She sputtered, like the tenor, like me, like my doubting preacher father, like a man named Jack, who swore that Elvis, upon his death, had entered into his body and meant for him to carry on his music. Jack always dressed like Elvis after that, but he was so fat he always split the sequins off his tight, shiny pants. Jack carried a guitar that he didn’t know how to play, but he trusted that Elvis would show him how. He’d go into the back bar at the Velvet Club and try to sing and swivel like Elvis, but instead of adoration, he only got whispers of, “Pitiful, pitiful”

The restroom at North Hollywood’s Little Nashville stunned the eye with red flock walls. From my stall, I stared down at the wet tile floor, strewn with soggy toilet paper.

I could almost hear the wind blowing the tumbleweeds down the street outside in a hard West Texas Blue Norther.
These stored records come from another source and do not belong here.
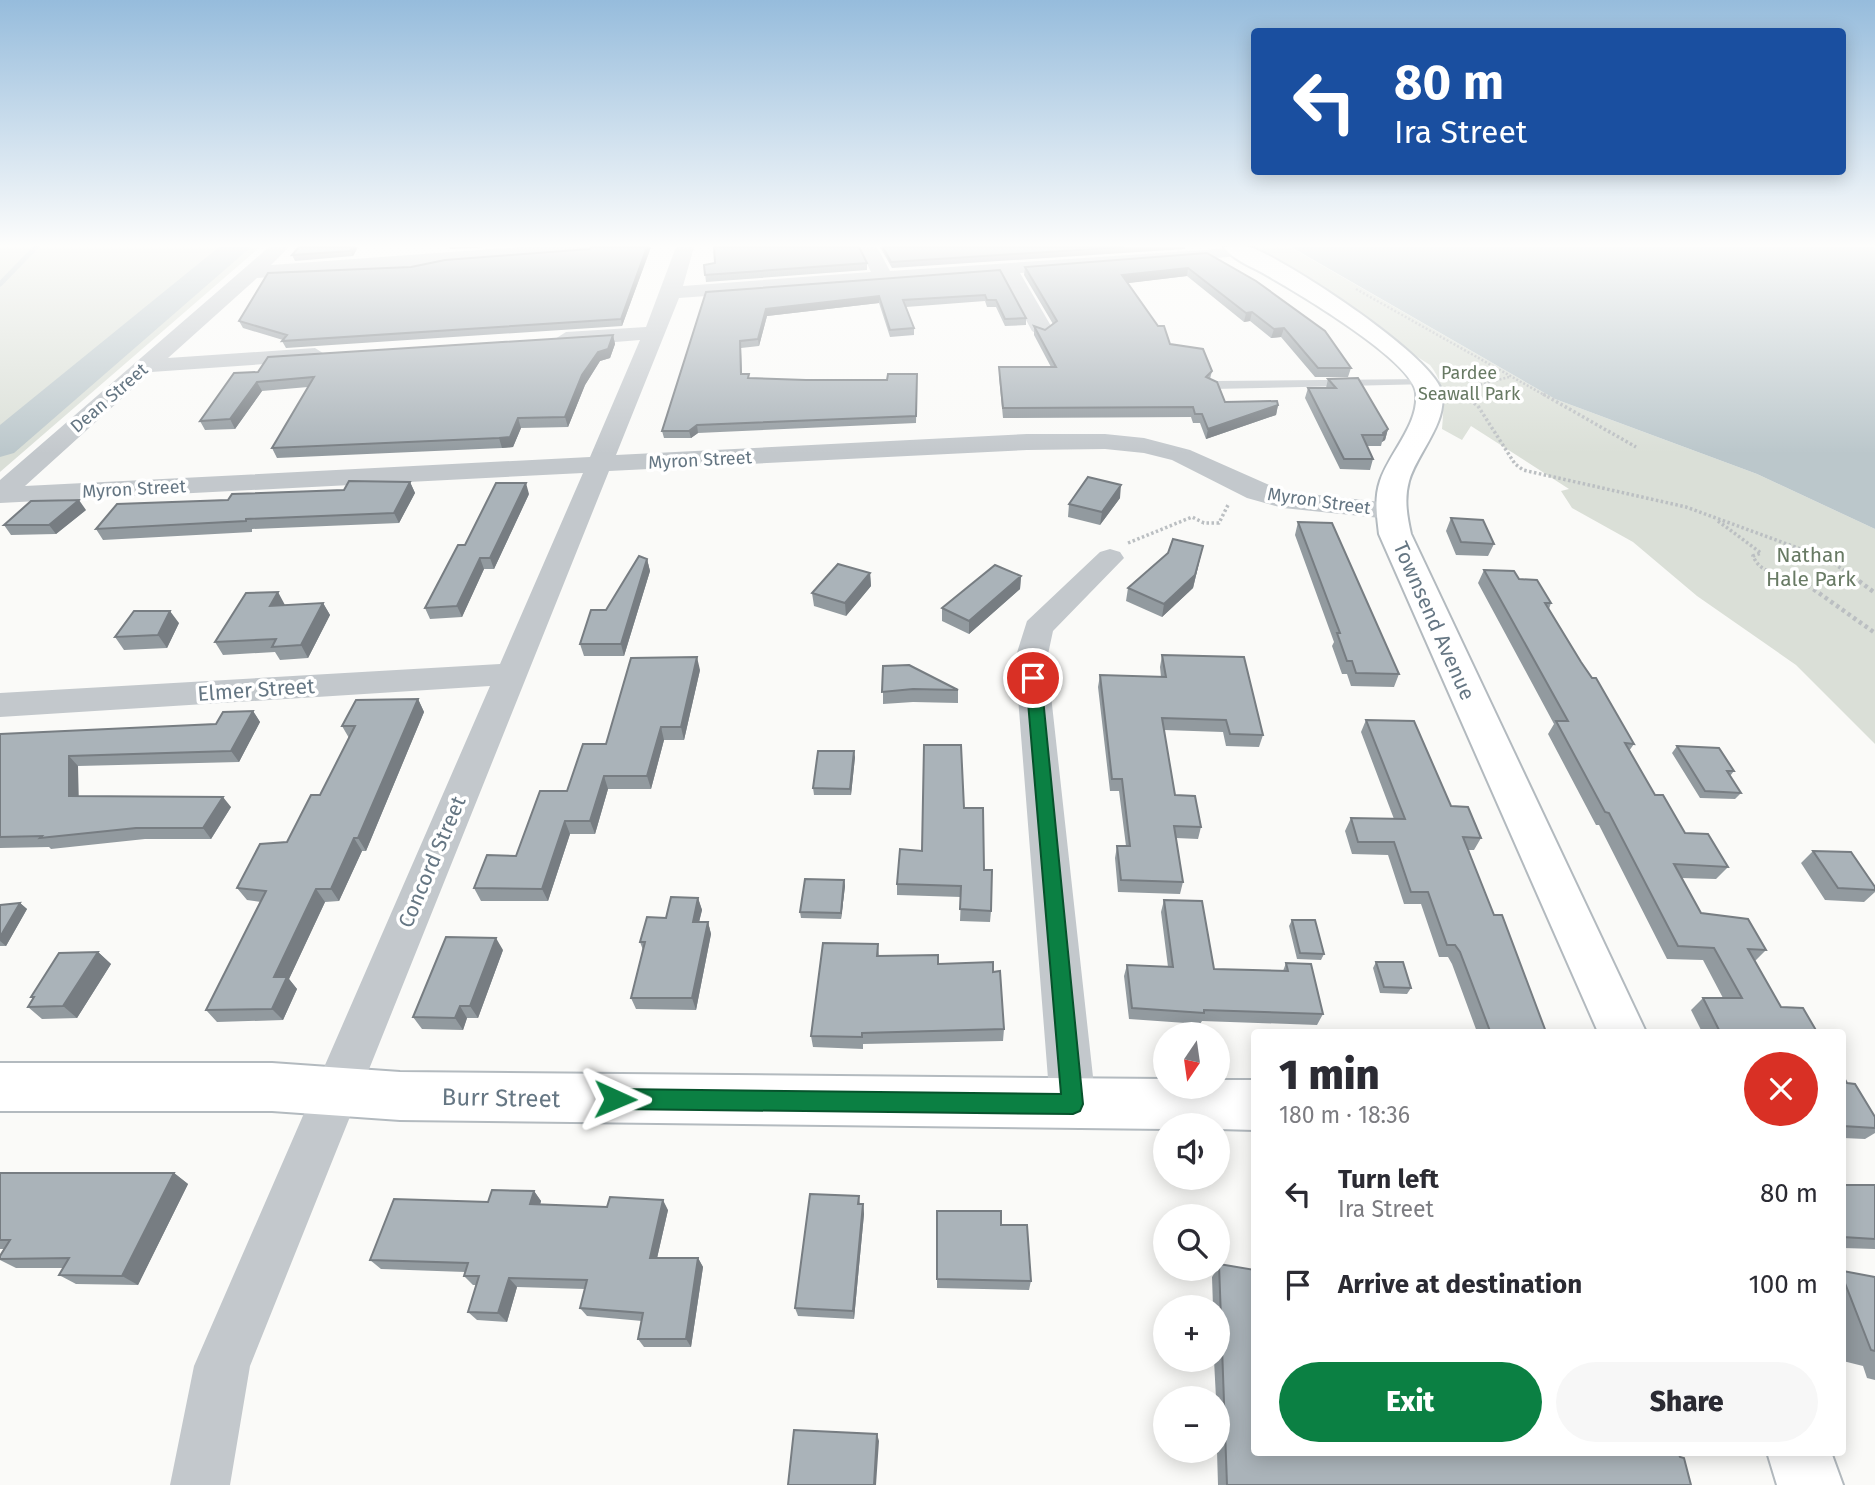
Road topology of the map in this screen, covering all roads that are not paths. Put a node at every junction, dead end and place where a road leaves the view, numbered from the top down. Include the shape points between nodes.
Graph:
1 (202, 316) edge
2 (661, 316) edge
3 (1035, 316) edge
4 (1343, 316) edge
5 (1043, 331) edge
6 (653, 334) junction
7 (547, 340) edge
8 (338, 354) edge
9 (146, 366) junction
10 (1213, 385) edge
11 (1438, 391) junction
12 (598, 466) junction
13 (0, 495) edge
14 (1390, 511) junction
15 (1119, 551) road end
16 (511, 674) junction
17 (0, 705) edge
18 (1621, 1029) edge
19 (0, 1087) edge
20 (335, 1093) junction
21 (1073, 1104) junction
22 (1251, 1105) edge
23 (1800, 1456) edge
24 (200, 1485) edge
25 (1810, 1485) edge

1 - 9 street, Dean Street
2 - 6 street, Concord Street
3 - 5 street
4 - 11 main road via 1415,366
6 - 7 street
6 - 12 street, Concord Street
8 - 9 street
9 - 13 street, Dean Street
10 - 11 lane
11 - 14 main road, Townsend Avenue via 1393,481
12 - 13 street, Myron Street
12 - 14 street, Myron Street via 1100,441 1180,455 1270,496
12 - 16 street, Concord Street
14 - 18 main road, Townsend Avenue via 1409,569
15 - 21 street via 1038,628 1031,659
16 - 17 street, Elmer Street
16 - 20 street, Concord Street
19 - 20 main road, Burr Street via 272,1087
20 - 21 main road, Burr Street
20 - 24 street, Concord Street via 222,1366
21 - 22 main road, Burr Street
23 - 25 main road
Reentering the main room, it reassured me to catch a glimpse of the traffic driving along Sherman Way, for I would not have been in the Texas Panhandle again for all the oil in the Permian Basin. Would not be at the VFW Hall again, with Guy and me throwing money into Hoyle Nix’s kitty so he’d play Lady in Red on his fiddle while we dipped and turned around the dance floor. Would not be seventeen again and gingerly placing my Lone Star beer can on my Bible, daring God to strike me with lightning.

As one of many in this roistering crowd, I was serenaded by musicians with hard-bitten faces, real boots and hats, beer bellies, who were entranced with their own hit-and- miss music. But the youngest musician was wearing Nikes. Good. I was at Little Nashville, a real shitkicker, but I was in Southern California in the 1980s and not the Texas High Plains in the 1950s.


So this was the Rawhide. Sawdust on the floor, plain jeans, no gimmicks. But the music, the dancing! Last time I was here, they had real Western music and real Western records and real country band. With luck they would again, but for now, no luck.

Something had happened. The 80s? A woman DJ played records, lots of Anne Murray and anything similar. I waited for the western music that teetered on the verge of happening but never did. A line of gay men moved in unison along the raised, fenced-in dance floor, strutting, with thumbs in belts, in a dance routine meant to turn the heads of Broadway choreographers. It looked like fun, and the guys looked great, but about as country/western as a stuffed avocado.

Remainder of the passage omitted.